The holidays are upon us, and food is the focal point of many of our gatherings. There is nothing quite as lovely as walking up to a table laden with rich sweet treats and savory trimmings. However, for some people, food is an issue, and this time of year is more challenging than ever.
For a person like myself who has lived with food-related illness for many years, the holidays and all that rich food can be a minefield of disaster. Family and friends are dying to share their home-baked goodies, but I have a very strict diet and have to be careful. When I look around at all the tempting dishes, I wish that I could eat whatever I want without any ill effects, but that has not been the case for a long time.
Those who want to share good food with you around the holidays don’t understand this notion. They think you are making it up or being rude. That makes it even harder for those of us who need to set boundaries and eat our safe foods to be okay. If I eat something that my body rejects, I could be sick for up to three months, not just a day or two. The holidays for me are often fraught with trepidation and worry.
I also have two people in my life who suffer from serious food addiction. Unless you have seen this one in action, it is hard to imagine. One of them is my dear friend who helps a lot of people in AA. The other day he talked with one of his sponsees and told him how well he was doing this year with food, diet, exercise, and temptation. He was proud of it but also relived. Directly after hearing this, the man on the phone said: “I am going to drop by tomorrow and bring you some food.” It was as if he hadn’t heard my friend at all. Later, when we discussed it, we concluded that the man is obsessed with people eating his food and then him receiving praise. It is simply part of his illness.
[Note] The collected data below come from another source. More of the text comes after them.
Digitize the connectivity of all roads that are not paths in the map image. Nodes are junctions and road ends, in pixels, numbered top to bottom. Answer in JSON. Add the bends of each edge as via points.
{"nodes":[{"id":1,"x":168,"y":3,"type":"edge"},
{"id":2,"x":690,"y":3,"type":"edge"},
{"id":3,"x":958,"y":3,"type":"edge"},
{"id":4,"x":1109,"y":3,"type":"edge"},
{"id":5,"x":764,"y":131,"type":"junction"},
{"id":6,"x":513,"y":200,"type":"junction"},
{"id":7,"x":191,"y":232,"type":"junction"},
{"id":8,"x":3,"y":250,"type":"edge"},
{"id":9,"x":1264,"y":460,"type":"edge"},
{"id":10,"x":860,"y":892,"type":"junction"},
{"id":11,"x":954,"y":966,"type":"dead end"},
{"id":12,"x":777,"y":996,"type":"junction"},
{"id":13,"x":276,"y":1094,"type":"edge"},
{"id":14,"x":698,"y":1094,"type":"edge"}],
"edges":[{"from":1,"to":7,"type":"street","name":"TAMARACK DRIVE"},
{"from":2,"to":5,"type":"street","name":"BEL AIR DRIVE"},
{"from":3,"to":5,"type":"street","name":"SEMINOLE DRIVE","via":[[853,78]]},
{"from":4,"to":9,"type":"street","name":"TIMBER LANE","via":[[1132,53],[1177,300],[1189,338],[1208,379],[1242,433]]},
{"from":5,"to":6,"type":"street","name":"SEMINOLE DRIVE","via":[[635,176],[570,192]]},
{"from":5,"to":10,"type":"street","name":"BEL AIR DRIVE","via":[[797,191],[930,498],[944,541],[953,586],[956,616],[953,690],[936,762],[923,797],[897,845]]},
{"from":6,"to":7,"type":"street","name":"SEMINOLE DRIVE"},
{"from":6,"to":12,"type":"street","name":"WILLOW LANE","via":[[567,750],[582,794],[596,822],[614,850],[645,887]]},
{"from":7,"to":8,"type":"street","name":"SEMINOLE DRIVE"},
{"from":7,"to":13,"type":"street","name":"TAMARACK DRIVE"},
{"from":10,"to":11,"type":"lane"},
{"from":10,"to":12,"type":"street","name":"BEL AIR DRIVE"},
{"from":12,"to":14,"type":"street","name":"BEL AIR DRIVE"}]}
I questioned how an addict could willfully place temptation in front of another addict and not understand the dangers. It was no different than him lining up a bunch of shots on the table and saying, “here, Merry Christmas.” My friend was much more forgiving and understood it better. I was upset that the man did not respect my friend’s boundaries and that his desperate needs overrode common sense. In the end, my friend threw the food out, so he didn’t have to face temptation and ruin his week and successful streak.
There are others in the family who “push” food on us in the same way. I am curious about the motivation of this. I believe it might be the same as for the man, an obsession where they need other people to eat their food and then praise them. Some of these family members are relentless with their need to have you eat what they have created. It’s can be very stressful if you constantly have to remind them of what safe food vs. unsafe means to you. The word “no” doesn’t seem to register with them. I am trying hard to embrace the charity of the season and be more forgiving for this overstepping.
I am a big believer in “live and let live,” but these obsessions conflict with our food issues and create a problem. Where they overlap is in boundaries. In both cases, we have to be the ones to set those boundaries. No one will do it for us. These people with their own food obsessions will crash right through our boundaries if we are not strong and remain vigilant. In the end, it always comes down to how we want to handle it.
So, this holiday season, whether or not you have any food challenges, enjoy the time with family and friends, and stay true to you, hold tight to your own boundaries and be well.